Respectfully,
Luke
On Sun, Oct 3, 2021 at 11:31 AM James Pustejovsky <jepusto at gmail.com>
wrote:
Hi Luke,
Based on your responses, I think the response ratio could be an
appropriate effect measure and further that there could be drawbacks
to using the standardized mean difference. Let me note potential
drawbacks first.
* Variation in the number of possible errors (and perhaps also in the
length of the time provided for the test?) suggests that the measures
from different studies may have varying degrees of reliability.
Varying reliability introduces heterogeneity in the SMD (because the
denominator is inflated or shrunk by the degree of reliability).
* A relationship between the M and SD of the proportions for a given
group suggests that the distribution of the individual-level outcomes
might also exhibit mean-variance relationships. (I say "suggests"
rather than implies because there's an ecological inference here,
i.e., assuming something about individual-level variation on the basis
of group-level variation). If this supposition is reasonable, then
that introduces a further potential source of heterogeneity in the
SMDs (study-to-study variation in the M for the reference group
influences the SD of the reference group, thereby inflating or
shrinking the SMDs).
The response ratio does not have these same concerns because it is a
function of the group means alone. (The standard error of the response
ratio involves the SD of each group, but the effect size metric itself
does not.) Further, you noted that the group means are not too near
the extremes of the scale, so the (log-transformed) response ratio
should be reasonably "well-behaved" in terms of its sampling
distribution.
In light of the above, here's how I might proceed if I were conducting
this analysis:
1. Calculate *both* SMDs and log-transformed response ratios for the
full set of studies.
2. Examine the distribution of effect size estimates for each metric
(using histograms or funnel plots).
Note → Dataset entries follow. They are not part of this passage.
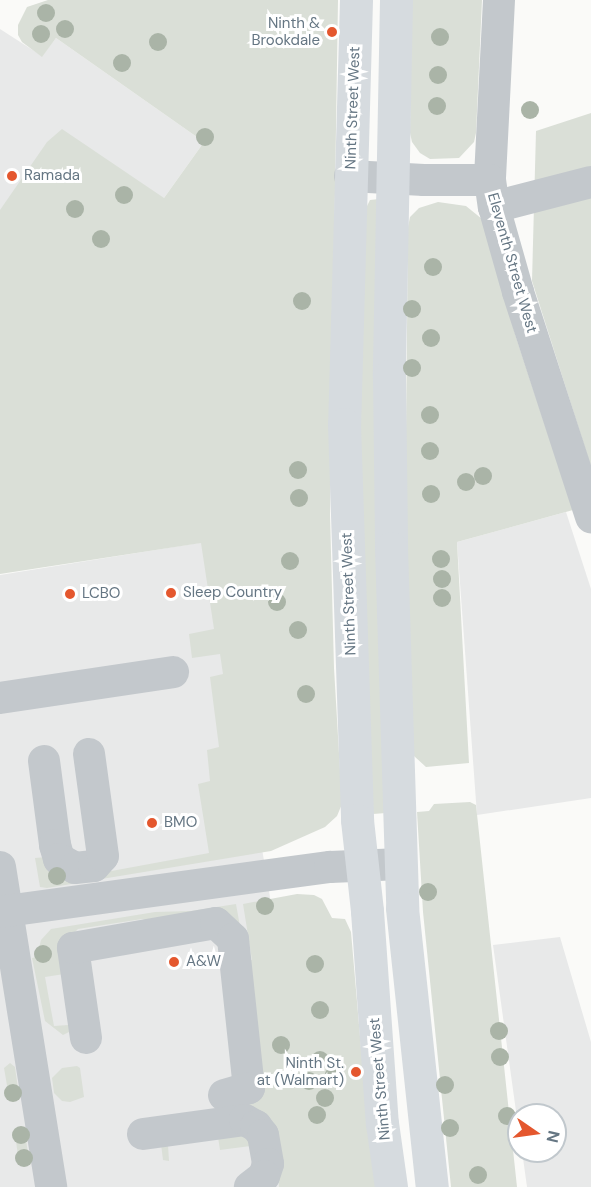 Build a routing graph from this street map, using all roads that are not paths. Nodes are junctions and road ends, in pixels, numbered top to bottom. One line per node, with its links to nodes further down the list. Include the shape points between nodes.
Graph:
1 (356, 0): 4 (main road, Ninth Street West)
2 (396, 0): 5 (main road)
3 (499, 0): 7 (street, Eleventh Street West)
4 (350, 176): 5 (street); 15 (main road, Ninth Street West, via 344,424 357,820)
5 (393, 178): 7 (street); 14 (main road, via 389,376)
6 (591, 182): 7 (street, via 540,197)
7 (492, 193): 8 (street, Eleventh Street West, via 518,292)
8 (582, 462): 9 (street, Eleventh Street West)
9 (591, 517)
10 (173, 672): 11 (street)
11 (0, 699)
12 (89, 754): 13 (street, via 103,856 94,866 75,868 59,859)
13 (44, 761)
14 (401, 864): 15 (street); 24 (main road, via 403,920)
15 (362, 865): 17 (street); 23 (main road, Ninth Street West, via 382,1123)
16 (0, 867): 17 (street)
17 (4, 911): 21 (street)
18 (87, 1038): 19 (street, via 73,948 216,923 233,939 249,1088)
19 (224, 1095)
20 (143, 1134): 22 (street, via 245,1120 256,1126 262,1136 268,1164 264,1176)
21 (51, 1187)
22 (250, 1187)
23 (391, 1187)
24 (432, 1187)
If one of the distributions is
skewed or has extreme outliers, take that as an indication that the
metric might not be appropriate.
3. Fit meta-analytic models to summarize the distribution of effect
sizes in each metric, using a model that appropriately describes the
dependence structure of the estimates. Calculate I-squared statistics,
give preference to the metric with lower I-squared.
4. If (2) and (3) don't lead to a clearly preferable metric, then
choose between SMD and RR based on whichever will make the synthesis
results easier to explain to people.
5. (Optional/extra credit) Whichever metric you choose, repeat your
main analyses using the other metric and stuff all those results in
supplementary materials, to satisfy any inveterate statistical
curmudgeons who might review/read your synthesis.
James
On Oct 1, 2021, at 12:39 AM, Luke Martinez <martinezlukerm at gmail.com>
Thank you for the insightful comments. Here are my answers inline:
1- Is the total number possible, the same for the groups being
compared within a given study?
2- Did some studies use passages with many possible errors to be
corrected while other studies used passages with just a few errors?
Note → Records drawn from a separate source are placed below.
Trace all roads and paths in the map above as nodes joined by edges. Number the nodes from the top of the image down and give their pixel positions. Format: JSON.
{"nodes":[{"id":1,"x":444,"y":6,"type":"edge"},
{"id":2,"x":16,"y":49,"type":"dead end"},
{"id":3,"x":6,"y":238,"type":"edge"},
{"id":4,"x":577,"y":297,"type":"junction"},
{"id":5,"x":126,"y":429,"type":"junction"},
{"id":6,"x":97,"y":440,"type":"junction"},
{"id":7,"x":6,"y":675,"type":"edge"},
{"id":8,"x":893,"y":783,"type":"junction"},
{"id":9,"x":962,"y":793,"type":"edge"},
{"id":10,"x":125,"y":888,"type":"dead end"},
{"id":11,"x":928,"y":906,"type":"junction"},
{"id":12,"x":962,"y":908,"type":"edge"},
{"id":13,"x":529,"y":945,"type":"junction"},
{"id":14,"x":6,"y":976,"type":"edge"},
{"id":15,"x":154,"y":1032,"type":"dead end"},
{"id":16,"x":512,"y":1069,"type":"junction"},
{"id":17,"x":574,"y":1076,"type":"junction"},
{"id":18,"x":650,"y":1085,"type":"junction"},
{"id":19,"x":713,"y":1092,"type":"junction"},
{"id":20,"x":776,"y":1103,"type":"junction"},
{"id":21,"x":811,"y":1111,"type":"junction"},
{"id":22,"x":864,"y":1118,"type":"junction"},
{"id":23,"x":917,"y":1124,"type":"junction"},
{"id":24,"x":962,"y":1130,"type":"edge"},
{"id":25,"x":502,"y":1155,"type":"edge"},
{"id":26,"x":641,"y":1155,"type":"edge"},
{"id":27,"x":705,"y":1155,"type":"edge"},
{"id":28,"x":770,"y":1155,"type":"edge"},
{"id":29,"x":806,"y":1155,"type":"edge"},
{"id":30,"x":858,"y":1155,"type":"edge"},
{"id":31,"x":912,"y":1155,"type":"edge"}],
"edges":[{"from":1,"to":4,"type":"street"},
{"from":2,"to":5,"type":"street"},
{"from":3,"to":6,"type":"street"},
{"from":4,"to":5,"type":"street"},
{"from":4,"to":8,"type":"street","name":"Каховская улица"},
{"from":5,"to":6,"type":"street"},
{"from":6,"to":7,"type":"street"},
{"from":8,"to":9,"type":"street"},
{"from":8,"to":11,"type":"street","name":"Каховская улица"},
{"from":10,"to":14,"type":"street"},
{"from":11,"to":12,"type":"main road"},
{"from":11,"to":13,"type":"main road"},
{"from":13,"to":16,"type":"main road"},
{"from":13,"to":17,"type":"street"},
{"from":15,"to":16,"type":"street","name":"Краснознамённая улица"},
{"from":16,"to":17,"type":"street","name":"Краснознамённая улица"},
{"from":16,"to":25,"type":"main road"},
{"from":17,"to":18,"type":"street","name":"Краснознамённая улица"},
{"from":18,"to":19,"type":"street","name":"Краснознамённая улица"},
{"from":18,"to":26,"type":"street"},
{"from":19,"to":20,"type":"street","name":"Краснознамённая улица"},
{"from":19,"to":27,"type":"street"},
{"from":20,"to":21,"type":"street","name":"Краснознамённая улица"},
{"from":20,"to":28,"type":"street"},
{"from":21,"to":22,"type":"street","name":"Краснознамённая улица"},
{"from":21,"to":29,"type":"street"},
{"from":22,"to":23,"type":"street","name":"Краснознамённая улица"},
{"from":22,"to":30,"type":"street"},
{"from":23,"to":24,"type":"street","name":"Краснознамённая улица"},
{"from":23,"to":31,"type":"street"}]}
Yes, that's correct. Passage characteristics are fully coded for as
potential moderators.
3- Did the difficulty of the passages differ from study to study?
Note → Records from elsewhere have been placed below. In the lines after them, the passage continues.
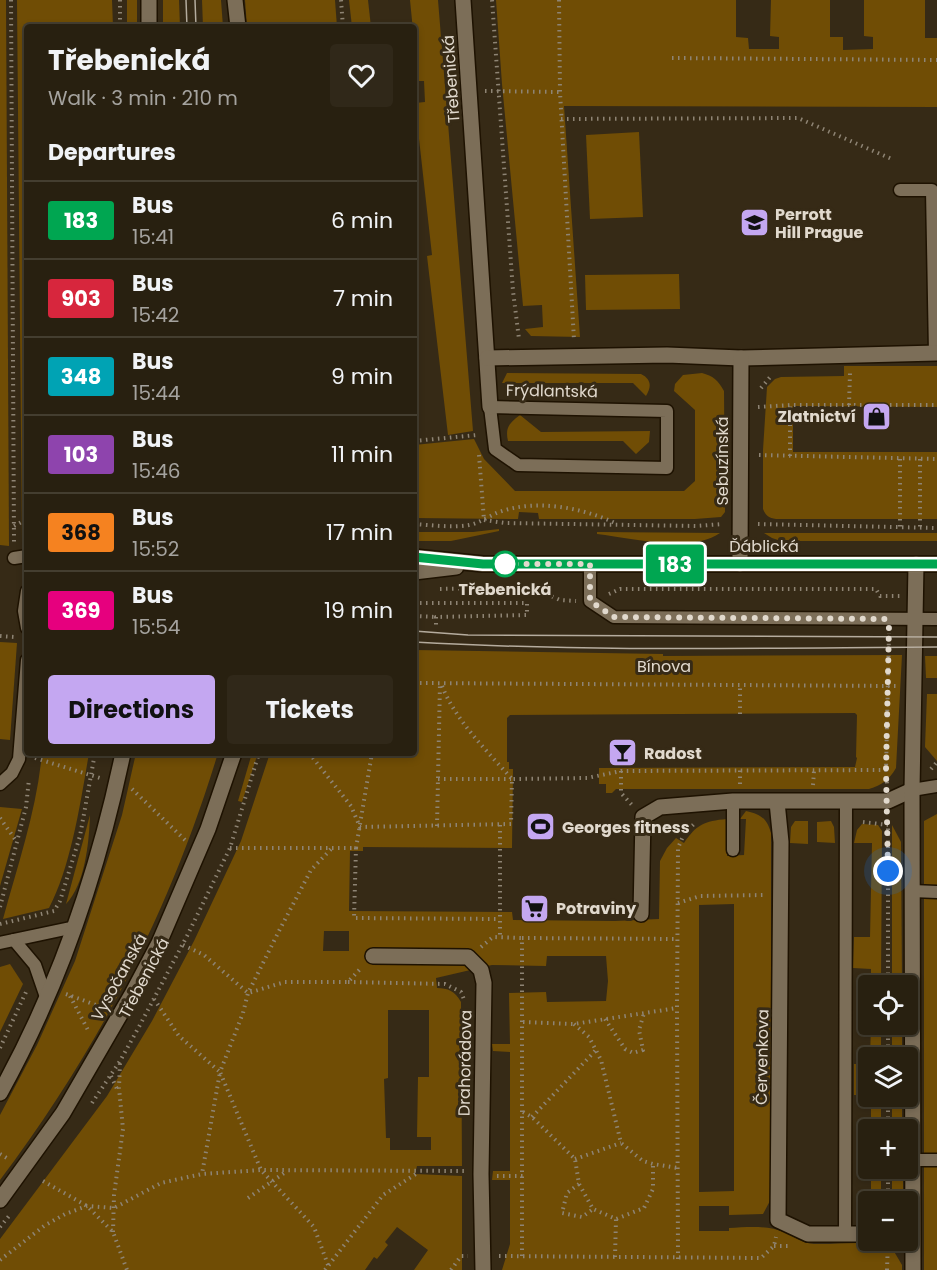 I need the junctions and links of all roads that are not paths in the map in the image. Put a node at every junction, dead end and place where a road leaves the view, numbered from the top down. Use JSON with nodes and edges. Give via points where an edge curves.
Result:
{"nodes":[{"id":1,"x":149,"y":0,"type":"edge"},
{"id":2,"x":236,"y":0,"type":"edge"},
{"id":3,"x":464,"y":0,"type":"edge"},
{"id":4,"x":149,"y":24,"type":"edge"},
{"id":5,"x":238,"y":24,"type":"edge"},
{"id":6,"x":900,"y":190,"type":"dead end"},
{"id":7,"x":936,"y":353,"type":"edge"},
{"id":8,"x":487,"y":358,"type":"junction"},
{"id":9,"x":741,"y":358,"type":"junction"},
{"id":10,"x":490,"y":407,"type":"junction"},
{"id":11,"x":417,"y":556,"type":"edge"},
{"id":12,"x":483,"y":564,"type":"junction"},
{"id":13,"x":590,"y":564,"type":"junction"},
{"id":14,"x":740,"y":564,"type":"junction"},
{"id":15,"x":916,"y":564,"type":"junction"},
{"id":16,"x":937,"y":564,"type":"edge"},
{"id":17,"x":417,"y":572,"type":"edge"},
{"id":18,"x":915,"y":619,"type":"junction"},
{"id":19,"x":937,"y":619,"type":"edge"},
{"id":20,"x":24,"y":697,"type":"edge"},
{"id":21,"x":122,"y":756,"type":"edge"},
{"id":22,"x":233,"y":756,"type":"edge"},
{"id":23,"x":0,"y":784,"type":"edge"},
{"id":24,"x":937,"y":786,"type":"edge"},
{"id":25,"x":912,"y":789,"type":"junction"},
{"id":26,"x":733,"y":801,"type":"junction"},
{"id":27,"x":846,"y":801,"type":"junction"},
{"id":28,"x":777,"y":802,"type":"junction"},
{"id":29,"x":733,"y":850,"type":"dead end"},
{"id":30,"x":912,"y":891,"type":"junction"},
{"id":31,"x":937,"y":892,"type":"edge"},
{"id":32,"x":641,"y":914,"type":"dead end"},
{"id":33,"x":75,"y":927,"type":"junction"},
{"id":34,"x":14,"y":940,"type":"junction"},
{"id":35,"x":0,"y":943,"type":"edge"},
{"id":36,"x":373,"y":956,"type":"road end"},
{"id":37,"x":46,"y":990,"type":"junction"},
{"id":38,"x":0,"y":1093,"type":"edge"},
{"id":39,"x":913,"y":1119,"type":"edge"},
{"id":40,"x":918,"y":1160,"type":"edge"},
{"id":41,"x":937,"y":1160,"type":"edge"},
{"id":42,"x":0,"y":1200,"type":"edge"},
{"id":43,"x":845,"y":1234,"type":"junction"},
{"id":44,"x":858,"y":1234,"type":"edge"},
{"id":45,"x":911,"y":1251,"type":"edge"},
{"id":46,"x":483,"y":1263,"type":"edge"},
{"id":47,"x":913,"y":1270,"type":"edge"}],
"edges":[{"from":1,"to":4,"type":"street"},
{"from":2,"to":5,"type":"street"},
{"from":3,"to":8,"type":"street","name":"Třebenická"},
{"from":6,"to":7,"type":"lane","via":[[932,190]]},
{"from":7,"to":9,"type":"street","name":"Frýdlantská"},
{"from":8,"to":9,"type":"street","name":"Frýdlantská"},
{"from":8,"to":10,"type":"street","name":"Třebenická"},
{"from":9,"to":14,"type":"street","name":"Sebuzínská"},
{"from":10,"to":10,"type":"lane","name":"Frýdlantská","via":[[667,411],[667,468],[518,465],[495,449]]},
{"from":11,"to":12,"type":"street"},
{"from":12,"to":13,"type":"street","name":"Ďáblická"},
{"from":12,"to":17,"type":"street"},
{"from":13,"to":14,"type":"street","name":"Ďáblická"},
{"from":13,"to":18,"type":"lane","via":[[590,601],[614,617]]},
{"from":14,"to":15,"type":"street","name":"Ďáblická"},
{"from":15,"to":16,"type":"street","name":"Ďáblická"},
{"from":15,"to":18,"type":"street"},
{"from":18,"to":19,"type":"lane"},
{"from":18,"to":25,"type":"street"},
{"from":20,"to":23,"type":"lane","via":[[19,759]]},
{"from":21,"to":33,"type":"street","via":[[93,874]]},
{"from":22,"to":42,"type":"street","name":"Vysočanská","via":[[208,829],[159,943],[63,1113]]},
{"from":24,"to":25,"type":"lane"},
{"from":25,"to":27,"type":"street","via":[[888,801]]},
{"from":25,"to":30,"type":"street"},
{"from":26,"to":28,"type":"street"},
{"from":26,"to":29,"type":"lane"},
{"from":26,"to":32,"type":"street","via":[[660,807],[643,817]]},
{"from":27,"to":28,"type":"street"},
{"from":27,"to":43,"type":"lane"},
{"from":28,"to":43,"type":"street","name":"Červenkova","via":[[781,842],[778,1220],[808,1234]]},
{"from":30,"to":31,"type":"lane"},
{"from":30,"to":39,"type":"street"},
{"from":33,"to":34,"type":"lane"},
{"from":33,"to":37,"type":"street"},
{"from":34,"to":35,"type":"lane"},
{"from":34,"to":37,"type":"lane","via":[[35,965]]},
{"from":36,"to":46,"type":"street","name":"Drahorádova","via":[[468,957],[481,970]]},
{"from":37,"to":38,"type":"street"},
{"from":40,"to":41,"type":"lane"},
{"from":43,"to":44,"type":"street"},
{"from":45,"to":47,"type":"street"}]}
Yes, that's correct. Studies with more advanced students used more
difficult passages.
4- Were there very low or very high mean proportions in any studies?
No, means were never so close to 0 or 1.
5- Does there seem to be a relationship between the means and the
variances of the proportions of a given group?
Assuming you mean the following, yes:
group1_M_prop = c(.39, .18, .13)
group1_SD_prop = c(.25, .16, .13)
plot(group1_M_prop, group1_SD_prop^2)
Thanks,
Luke
On Thu, Sep 30, 2021 at 10:17 PM James Pustejovsky <jepusto at gmail.com>
Hi Luke,
To add to Wolfgang's comments, I would suggest that you could also
consider other effect measures besides the SMD. For example, the response
ratio is also a scale-free metric that could work with the proportion
outcomes that you've described, and would also be appropriate for raw
frequency counts as long as the total number possible is the same for the
groups being compared within a given study.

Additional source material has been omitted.